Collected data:
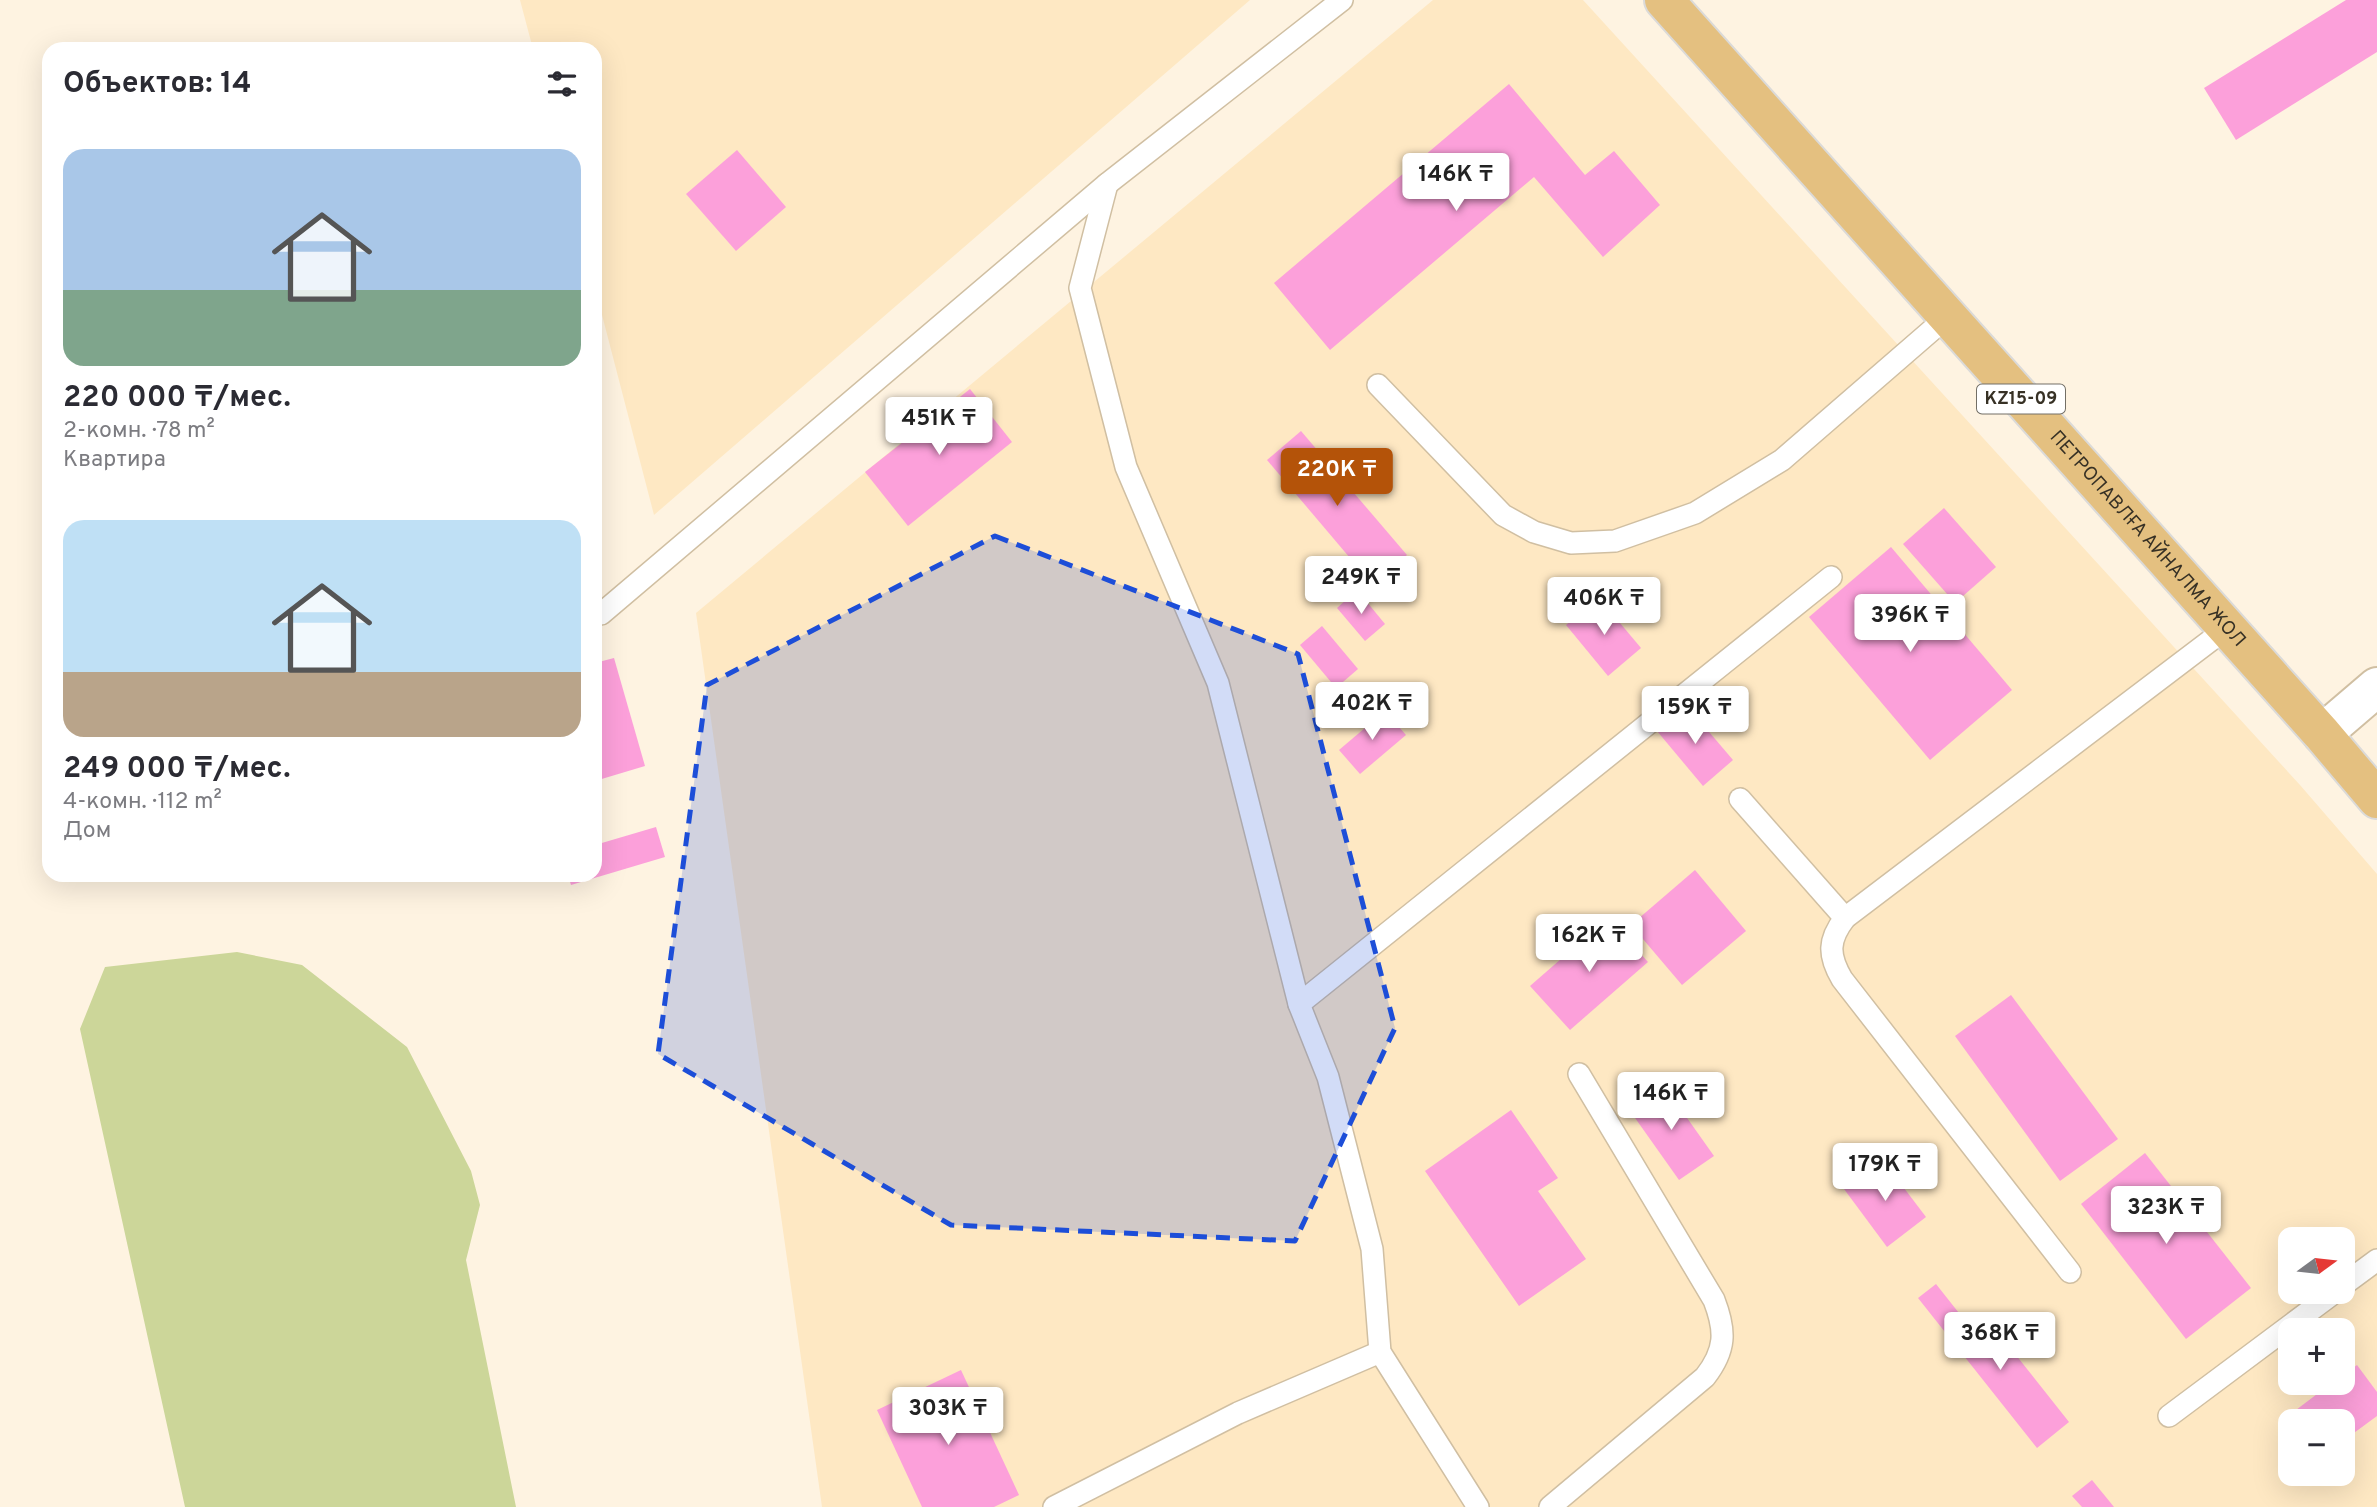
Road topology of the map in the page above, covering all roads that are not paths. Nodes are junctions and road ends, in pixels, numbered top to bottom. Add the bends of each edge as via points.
1 (1342, 0) edge
2 (1664, 0) edge
3 (1107, 184) junction
4 (1947, 317) junction
5 (1378, 386) dead end
6 (1831, 577) dead end
7 (602, 613) edge
8 (2227, 628) junction
9 (2377, 687) edge
10 (2322, 734) junction
11 (1740, 799) dead end
12 (2377, 799) edge
13 (1845, 918) junction
14 (1299, 1003) junction
15 (1580, 1074) dead end
16 (2377, 1260) edge
17 (2070, 1272) dead end
18 (2356, 1275) edge
19 (2319, 1304) edge
20 (1380, 1352) junction
21 (2169, 1416) dead end
22 (1054, 1507) edge
23 (1478, 1507) edge
24 (1550, 1507) edge

1 - 3 lane
2 - 4 highway, ПЕТРОПАВЛҒА АЙНАЛМА ЖОЛ / KZ15-09
3 - 7 lane
3 - 14 lane via 1080,288 1126,467 1218,683
4 - 5 lane via 1782,460 1695,513 1615,541 1571,543 1534,532 1503,515
4 - 8 highway, ПЕТРОПАВЛҒА АЙНАЛМА ЖОЛ / KZ15-09
6 - 14 lane
8 - 10 highway, ПЕТРОПАВЛҒА АЙНАЛМА ЖОЛ / KZ15-09
8 - 13 lane
9 - 10 street
10 - 12 highway, ПЕТРОПАВЛҒА АЙНАЛМА ЖОЛ / KZ15-09
11 - 13 lane
13 - 17 lane via 1835,931 1831,948 1842,979
14 - 20 lane via 1328,1077 1372,1249
15 - 24 lane via 1714,1300 1723,1339 1716,1362 1705,1377
16 - 18 lane
19 - 21 lane
20 - 22 lane via 1238,1413
20 - 23 lane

**What you will do:** Retype every record as it stands. None of the pictures should appear.

**Response box:**
Road topology of the map in the page above, covering all roads that are not paths. Nodes are junctions and road ends, in pixels, numbered top to bottom. Add the bends of each edge as via points.
1 (1342, 0) edge
2 (1664, 0) edge
3 (1107, 184) junction
4 (1947, 317) junction
5 (1378, 386) dead end
6 (1831, 577) dead end
7 (602, 613) edge
8 (2227, 628) junction
9 (2377, 687) edge
10 (2322, 734) junction
11 (1740, 799) dead end
12 (2377, 799) edge
13 (1845, 918) junction
14 (1299, 1003) junction
15 (1580, 1074) dead end
16 (2377, 1260) edge
17 (2070, 1272) dead end
18 (2356, 1275) edge
19 (2319, 1304) edge
20 (1380, 1352) junction
21 (2169, 1416) dead end
22 (1054, 1507) edge
23 (1478, 1507) edge
24 (1550, 1507) edge

1 - 3 lane
2 - 4 highway, ПЕТРОПАВЛҒА АЙНАЛМА ЖОЛ / KZ15-09
3 - 7 lane
3 - 14 lane via 1080,288 1126,467 1218,683
4 - 5 lane via 1782,460 1695,513 1615,541 1571,543 1534,532 1503,515
4 - 8 highway, ПЕТРОПАВЛҒА АЙНАЛМА ЖОЛ / KZ15-09
6 - 14 lane
8 - 10 highway, ПЕТРОПАВЛҒА АЙНАЛМА ЖОЛ / KZ15-09
8 - 13 lane
9 - 10 street
10 - 12 highway, ПЕТРОПАВЛҒА АЙНАЛМА ЖОЛ / KZ15-09
11 - 13 lane
13 - 17 lane via 1835,931 1831,948 1842,979
14 - 20 lane via 1328,1077 1372,1249
15 - 24 lane via 1714,1300 1723,1339 1716,1362 1705,1377
16 - 18 lane
19 - 21 lane
20 - 22 lane via 1238,1413
20 - 23 lane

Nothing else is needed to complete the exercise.